Besoins plus grands 

À Montréal, où l’on compte 135 tours de HLM pour personnes âgées, le comité consultatif des résidants s’est réuni d’urgence vendredi dernier pour prendre position dans le dossier. Une demande formelle à l’Office municipal d’habitation de Montréal (OMHM) a été envoyée pour obtenir une surveillance jour et nuit dans les immeubles, l’installation de distributeurs de désinfectant dans les halls d’entrée et la gratuité des laveuses et des sécheuses pour ne plus manipuler de monnaie. 

Des vies sont en jeu et le temps presse.

Richard Gagné, président du comité consultatif des résidants

En entretien avec La Presse lundi, le responsable du dossier de l’habitation au comité exécutif, Robert Beaudry, a donné l’assurance que la Ville de Montréal contribuait financièrement à satisfaire les besoins des HLM. Une somme de 100 000 $ a été attribuée pour l’achat de distributeurs et de désinfectant destinés aux tours de HLM.
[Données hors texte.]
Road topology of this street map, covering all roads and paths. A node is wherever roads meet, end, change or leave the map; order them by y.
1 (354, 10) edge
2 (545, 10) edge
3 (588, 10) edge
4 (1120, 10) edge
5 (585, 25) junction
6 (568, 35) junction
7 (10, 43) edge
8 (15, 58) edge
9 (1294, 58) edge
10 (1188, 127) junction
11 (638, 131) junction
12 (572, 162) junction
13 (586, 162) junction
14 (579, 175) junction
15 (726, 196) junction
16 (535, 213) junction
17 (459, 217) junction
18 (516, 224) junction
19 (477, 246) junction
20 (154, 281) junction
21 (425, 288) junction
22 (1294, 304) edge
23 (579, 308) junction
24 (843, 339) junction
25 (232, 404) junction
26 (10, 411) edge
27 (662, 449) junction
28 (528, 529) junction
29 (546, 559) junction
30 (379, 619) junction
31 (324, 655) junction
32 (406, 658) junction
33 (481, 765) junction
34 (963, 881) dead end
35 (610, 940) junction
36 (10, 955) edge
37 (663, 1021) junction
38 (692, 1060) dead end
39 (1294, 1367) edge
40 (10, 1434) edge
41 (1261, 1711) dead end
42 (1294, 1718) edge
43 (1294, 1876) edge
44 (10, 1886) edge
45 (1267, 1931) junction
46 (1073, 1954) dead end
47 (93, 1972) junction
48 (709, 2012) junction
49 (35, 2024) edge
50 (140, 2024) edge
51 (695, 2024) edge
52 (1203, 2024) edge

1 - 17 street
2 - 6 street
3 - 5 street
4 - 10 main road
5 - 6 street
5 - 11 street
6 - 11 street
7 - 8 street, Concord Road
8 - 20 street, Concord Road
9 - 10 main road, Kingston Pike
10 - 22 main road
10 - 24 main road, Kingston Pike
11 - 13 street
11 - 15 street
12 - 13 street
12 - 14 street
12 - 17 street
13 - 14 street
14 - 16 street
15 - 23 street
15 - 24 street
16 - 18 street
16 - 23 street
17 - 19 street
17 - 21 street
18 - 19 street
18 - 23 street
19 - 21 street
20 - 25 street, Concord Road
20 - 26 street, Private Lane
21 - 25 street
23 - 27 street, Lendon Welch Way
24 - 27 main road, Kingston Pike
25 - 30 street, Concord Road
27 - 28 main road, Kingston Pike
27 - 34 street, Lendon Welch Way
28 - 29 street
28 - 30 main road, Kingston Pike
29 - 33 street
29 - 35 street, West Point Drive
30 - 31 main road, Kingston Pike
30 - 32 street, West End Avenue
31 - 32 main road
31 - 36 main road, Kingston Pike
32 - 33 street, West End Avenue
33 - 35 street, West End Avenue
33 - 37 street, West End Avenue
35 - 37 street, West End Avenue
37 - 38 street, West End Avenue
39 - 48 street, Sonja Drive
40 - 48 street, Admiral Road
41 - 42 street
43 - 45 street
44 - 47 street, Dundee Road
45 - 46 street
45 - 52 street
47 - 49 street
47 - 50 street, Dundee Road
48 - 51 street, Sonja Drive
Pour ce qui est de la surveillance des immeubles, la Ville a fourni 42 personnes, dont 12 régisseurs, pour assurer la coordination du personnel. Il y a toutefois une pénurie criante d’agents de sécurité, que « tout le monde s’arrache » à cause de la pandémie.

« On a aussi mis notre banque d’employés qui ne peuvent pas faire de télétravail à la disposition [de l’OMHM] », explique M. Beaudry, qui précise que la tâche n’est pas simple, mais qu’« il faut être préoccupé par les plus vulnérables ».

Il reconnaît toutefois que « les besoins sont encore plus grands ». « On agit en fonction de ce qu’on peut faire », souligne Robert Beaudry. Selon lui, la Société d’habitation du Québec, de qui relèvent l’OMHM et tous les autres offices municipaux, devra davantage soutenir financièrement ses mandataires.